Urinalysis gives rapid identification of bacteria and WBCs and a presumptive diagnosis (assess bacteria, epithelial cells, pyuria, haematuria, nitrites), but does not replace urine culture, which confirms the diagnosis. Sediment from ≈5–10 mL centrifuged for 5 minutes at 2000 rpm is examined.
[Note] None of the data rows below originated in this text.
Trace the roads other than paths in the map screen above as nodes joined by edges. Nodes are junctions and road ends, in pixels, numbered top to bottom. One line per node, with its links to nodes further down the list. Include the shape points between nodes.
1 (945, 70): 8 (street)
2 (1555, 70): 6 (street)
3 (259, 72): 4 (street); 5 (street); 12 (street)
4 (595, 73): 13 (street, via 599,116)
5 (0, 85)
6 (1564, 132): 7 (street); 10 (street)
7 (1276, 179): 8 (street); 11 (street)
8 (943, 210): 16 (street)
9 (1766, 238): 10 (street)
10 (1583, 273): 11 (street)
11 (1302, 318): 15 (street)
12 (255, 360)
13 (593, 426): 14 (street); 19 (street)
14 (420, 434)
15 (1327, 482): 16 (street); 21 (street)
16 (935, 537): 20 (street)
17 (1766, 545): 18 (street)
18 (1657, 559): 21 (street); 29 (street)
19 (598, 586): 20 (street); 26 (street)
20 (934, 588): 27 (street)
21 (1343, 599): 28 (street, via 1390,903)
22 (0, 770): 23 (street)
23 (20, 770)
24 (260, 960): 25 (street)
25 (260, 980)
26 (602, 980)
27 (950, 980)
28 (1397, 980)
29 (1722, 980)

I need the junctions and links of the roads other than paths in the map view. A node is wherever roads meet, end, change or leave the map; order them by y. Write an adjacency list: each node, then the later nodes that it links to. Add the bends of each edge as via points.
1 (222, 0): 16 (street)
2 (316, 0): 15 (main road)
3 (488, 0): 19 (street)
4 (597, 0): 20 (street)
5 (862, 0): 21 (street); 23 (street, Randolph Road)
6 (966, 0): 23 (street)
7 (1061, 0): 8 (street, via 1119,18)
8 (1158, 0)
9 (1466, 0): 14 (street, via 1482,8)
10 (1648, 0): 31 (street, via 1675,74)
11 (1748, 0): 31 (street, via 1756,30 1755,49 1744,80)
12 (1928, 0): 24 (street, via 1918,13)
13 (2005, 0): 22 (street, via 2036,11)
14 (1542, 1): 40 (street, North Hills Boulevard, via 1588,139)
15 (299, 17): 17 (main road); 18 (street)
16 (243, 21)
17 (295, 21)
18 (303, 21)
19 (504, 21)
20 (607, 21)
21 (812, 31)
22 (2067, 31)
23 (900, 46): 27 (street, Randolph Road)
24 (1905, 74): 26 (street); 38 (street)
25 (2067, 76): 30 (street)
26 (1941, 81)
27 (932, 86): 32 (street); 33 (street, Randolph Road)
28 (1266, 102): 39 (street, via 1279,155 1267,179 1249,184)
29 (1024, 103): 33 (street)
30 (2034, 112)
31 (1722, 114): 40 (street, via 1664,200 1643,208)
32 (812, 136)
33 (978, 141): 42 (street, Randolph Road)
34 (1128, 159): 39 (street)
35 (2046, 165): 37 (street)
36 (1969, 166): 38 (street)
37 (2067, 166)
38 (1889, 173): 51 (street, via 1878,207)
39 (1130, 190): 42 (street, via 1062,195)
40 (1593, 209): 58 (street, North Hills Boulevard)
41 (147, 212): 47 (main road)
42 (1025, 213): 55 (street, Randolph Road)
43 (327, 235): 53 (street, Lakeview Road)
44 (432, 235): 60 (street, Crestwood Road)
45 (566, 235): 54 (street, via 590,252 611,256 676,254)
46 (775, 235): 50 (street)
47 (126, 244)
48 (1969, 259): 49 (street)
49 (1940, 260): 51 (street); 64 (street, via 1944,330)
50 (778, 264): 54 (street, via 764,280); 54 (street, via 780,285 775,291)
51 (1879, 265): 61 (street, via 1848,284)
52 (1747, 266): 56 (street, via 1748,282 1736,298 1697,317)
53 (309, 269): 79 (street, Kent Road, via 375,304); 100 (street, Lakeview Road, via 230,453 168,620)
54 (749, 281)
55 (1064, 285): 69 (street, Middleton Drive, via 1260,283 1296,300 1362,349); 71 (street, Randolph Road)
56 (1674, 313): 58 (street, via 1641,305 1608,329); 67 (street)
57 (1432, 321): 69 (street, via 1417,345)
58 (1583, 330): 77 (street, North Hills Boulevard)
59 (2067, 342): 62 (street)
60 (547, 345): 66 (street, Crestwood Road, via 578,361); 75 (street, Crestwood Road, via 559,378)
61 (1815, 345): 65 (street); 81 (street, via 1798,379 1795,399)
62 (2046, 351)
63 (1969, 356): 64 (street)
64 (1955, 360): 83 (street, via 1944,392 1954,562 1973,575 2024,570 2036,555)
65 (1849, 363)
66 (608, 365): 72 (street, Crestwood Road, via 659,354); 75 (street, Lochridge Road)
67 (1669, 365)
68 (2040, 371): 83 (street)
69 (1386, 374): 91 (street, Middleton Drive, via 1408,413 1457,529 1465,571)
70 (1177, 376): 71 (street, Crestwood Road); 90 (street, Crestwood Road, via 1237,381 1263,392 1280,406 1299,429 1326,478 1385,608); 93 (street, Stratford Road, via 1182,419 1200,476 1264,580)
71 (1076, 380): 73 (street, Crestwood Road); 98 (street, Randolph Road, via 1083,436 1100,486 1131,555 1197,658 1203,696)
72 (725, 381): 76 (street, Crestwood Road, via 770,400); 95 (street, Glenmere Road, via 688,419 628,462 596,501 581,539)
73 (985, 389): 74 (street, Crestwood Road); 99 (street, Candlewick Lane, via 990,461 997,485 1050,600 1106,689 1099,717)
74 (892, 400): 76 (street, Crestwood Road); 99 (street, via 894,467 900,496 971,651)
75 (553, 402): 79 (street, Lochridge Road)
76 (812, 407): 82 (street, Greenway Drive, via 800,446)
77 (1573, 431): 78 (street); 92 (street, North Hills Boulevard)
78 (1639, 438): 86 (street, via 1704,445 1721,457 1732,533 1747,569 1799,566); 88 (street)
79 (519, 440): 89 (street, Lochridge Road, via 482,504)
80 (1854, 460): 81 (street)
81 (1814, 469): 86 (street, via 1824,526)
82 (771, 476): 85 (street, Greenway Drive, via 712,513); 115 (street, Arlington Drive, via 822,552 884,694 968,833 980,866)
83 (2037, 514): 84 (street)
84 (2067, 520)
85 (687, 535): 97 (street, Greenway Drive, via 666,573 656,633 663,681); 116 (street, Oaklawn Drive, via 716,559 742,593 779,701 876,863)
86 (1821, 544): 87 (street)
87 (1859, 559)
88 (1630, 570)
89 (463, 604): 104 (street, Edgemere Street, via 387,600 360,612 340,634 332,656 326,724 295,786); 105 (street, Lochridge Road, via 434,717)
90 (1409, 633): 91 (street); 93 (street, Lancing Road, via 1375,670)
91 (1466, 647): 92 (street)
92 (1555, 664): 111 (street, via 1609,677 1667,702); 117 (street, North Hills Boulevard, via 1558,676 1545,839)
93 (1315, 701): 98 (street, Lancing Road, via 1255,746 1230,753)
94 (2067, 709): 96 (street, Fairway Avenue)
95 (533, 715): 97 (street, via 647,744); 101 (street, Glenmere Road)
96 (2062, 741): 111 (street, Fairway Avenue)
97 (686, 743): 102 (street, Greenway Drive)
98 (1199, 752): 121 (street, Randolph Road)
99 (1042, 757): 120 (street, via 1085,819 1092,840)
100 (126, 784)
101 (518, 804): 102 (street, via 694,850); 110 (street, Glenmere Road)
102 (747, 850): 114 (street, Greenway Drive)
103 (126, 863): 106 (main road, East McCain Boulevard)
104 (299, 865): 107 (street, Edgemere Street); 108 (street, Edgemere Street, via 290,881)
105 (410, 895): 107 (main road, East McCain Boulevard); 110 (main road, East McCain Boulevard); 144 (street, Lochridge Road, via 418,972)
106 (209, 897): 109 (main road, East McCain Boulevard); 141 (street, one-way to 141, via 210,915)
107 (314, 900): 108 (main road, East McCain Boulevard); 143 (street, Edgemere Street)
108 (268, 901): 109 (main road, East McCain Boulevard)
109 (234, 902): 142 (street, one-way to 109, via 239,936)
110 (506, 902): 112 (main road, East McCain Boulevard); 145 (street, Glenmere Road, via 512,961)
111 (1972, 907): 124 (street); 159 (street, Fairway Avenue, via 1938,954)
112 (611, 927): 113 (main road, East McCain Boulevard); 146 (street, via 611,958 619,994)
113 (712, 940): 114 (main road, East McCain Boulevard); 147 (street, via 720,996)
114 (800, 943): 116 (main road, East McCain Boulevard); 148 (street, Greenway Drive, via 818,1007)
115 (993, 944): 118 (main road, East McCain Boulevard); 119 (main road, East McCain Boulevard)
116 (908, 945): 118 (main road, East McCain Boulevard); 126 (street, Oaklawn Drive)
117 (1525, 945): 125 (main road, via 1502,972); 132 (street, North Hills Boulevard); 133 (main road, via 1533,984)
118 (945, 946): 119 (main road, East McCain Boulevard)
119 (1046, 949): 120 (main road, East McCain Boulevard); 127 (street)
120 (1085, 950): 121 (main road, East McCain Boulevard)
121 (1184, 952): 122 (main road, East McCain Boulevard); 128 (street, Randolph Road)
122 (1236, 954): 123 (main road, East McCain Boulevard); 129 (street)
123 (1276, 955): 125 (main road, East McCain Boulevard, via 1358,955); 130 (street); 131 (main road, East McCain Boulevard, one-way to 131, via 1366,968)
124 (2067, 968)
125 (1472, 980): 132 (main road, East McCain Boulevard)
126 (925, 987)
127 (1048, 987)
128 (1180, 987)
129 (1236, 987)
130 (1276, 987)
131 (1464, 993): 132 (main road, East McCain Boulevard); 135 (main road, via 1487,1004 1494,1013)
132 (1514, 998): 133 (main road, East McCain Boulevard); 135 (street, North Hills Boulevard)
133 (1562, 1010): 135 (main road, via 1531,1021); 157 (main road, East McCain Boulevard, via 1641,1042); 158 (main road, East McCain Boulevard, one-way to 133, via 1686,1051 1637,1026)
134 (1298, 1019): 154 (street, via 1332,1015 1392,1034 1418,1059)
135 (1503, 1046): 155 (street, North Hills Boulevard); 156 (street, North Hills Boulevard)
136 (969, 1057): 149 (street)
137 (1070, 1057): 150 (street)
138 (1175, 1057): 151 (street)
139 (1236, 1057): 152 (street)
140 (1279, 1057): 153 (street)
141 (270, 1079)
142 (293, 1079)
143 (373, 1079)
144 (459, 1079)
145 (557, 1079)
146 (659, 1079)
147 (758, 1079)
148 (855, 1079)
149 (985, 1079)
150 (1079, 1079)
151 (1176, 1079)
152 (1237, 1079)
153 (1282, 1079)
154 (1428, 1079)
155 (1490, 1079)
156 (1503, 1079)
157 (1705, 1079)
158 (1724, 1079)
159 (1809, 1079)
• Bacteriuria — bacteria in normally sterile urine; "significant bacteriuria" is a count exceeding contamination. Found in >90% of infections at ≥10⁵ cfu/mL (highly specific); bacteria are usually not seen microscopically at lower counts (10²–10⁴/mL). False-negatives: early infection, dilute urine — a negative result never excludes bacteria. False-positives: contamination (numerous squamous epithelial cells), with risk rising as technique reliability falls from suprapubic aspiration → catheter → voided.
• Pyuria — WBCs in urine, indicating infection or inflammation from bacteria, stones, or a foreign body. Its absence should make you question the UTI diagnosis until culture returns. Bacteriuria without pyuria suggests colonisation rather than infection. Sterile pyuria warrants evaluation for tuberculosis, stones, or cancer (among many causes); almost any urinary-tract injury can elicit PMNs. Leukocyte-esterase tests detect pyuria.
• Nitrites — bacteria convert urinary nitrates to nitrites. Enterobacteriaceae (E. coli, Klebsiella, Proteus, Enterobacter, Serratia, Citrobacter) convert; gram-positives (enterococcus, staphylococcus) generally do not. The important exception is Pseudomonas, a gram-negative that lacks the enzyme.
• Haematuria — an inflammatory marker; microscopic haematuria appears in 40–60% of cystitis and is uncommon in other dysuric syndromes.

Urine Culture

Two techniques: direct surface plating and dip slides. Refrigerate immediately and culture within 24 hours. A cut-off of ≥10⁵ cfu/mL is the traditional definition of significant bacteriuria from a midstream specimen — but 20–40% of women with symptomatic UTIs present with only 10²–10⁴ cfu/mL, so in dysuric patients an appropriate threshold is 10² cfu/mL of a known pathogen. The ≥10⁵ cut-off can also over-diagnose contaminated specimens.

Localisation and Imaging

Fever and flank pain are common in pyelonephritis but can occur with bladder infection; ureteral catheterisation can separate bacterial persistence into upper versus lower tract and identify which kidney is involved.

Imaging is not required in most UTIs, since clinical and laboratory findings suffice. Indications include: risk factors for complicated UTI; febrile infection; failure to respond to appropriate therapy; potential obstruction (stricture, tumour, prior GU surgery, calculi — especially struvite stones); potential papillary necrosis; polycystic kidneys in dialysis/severe renal insufficiency; neurogenic bladder; and unusual organisms (tuberculosis, fungus, or urea-splitting organisms such as Proteus, Pseudomonas, Klebsiella, Staphylococcus, Mycoplasma). Options are ultrasound, CT/MRI, voiding cystourethrogram (VCUG, for reflux), and radionuclide studies.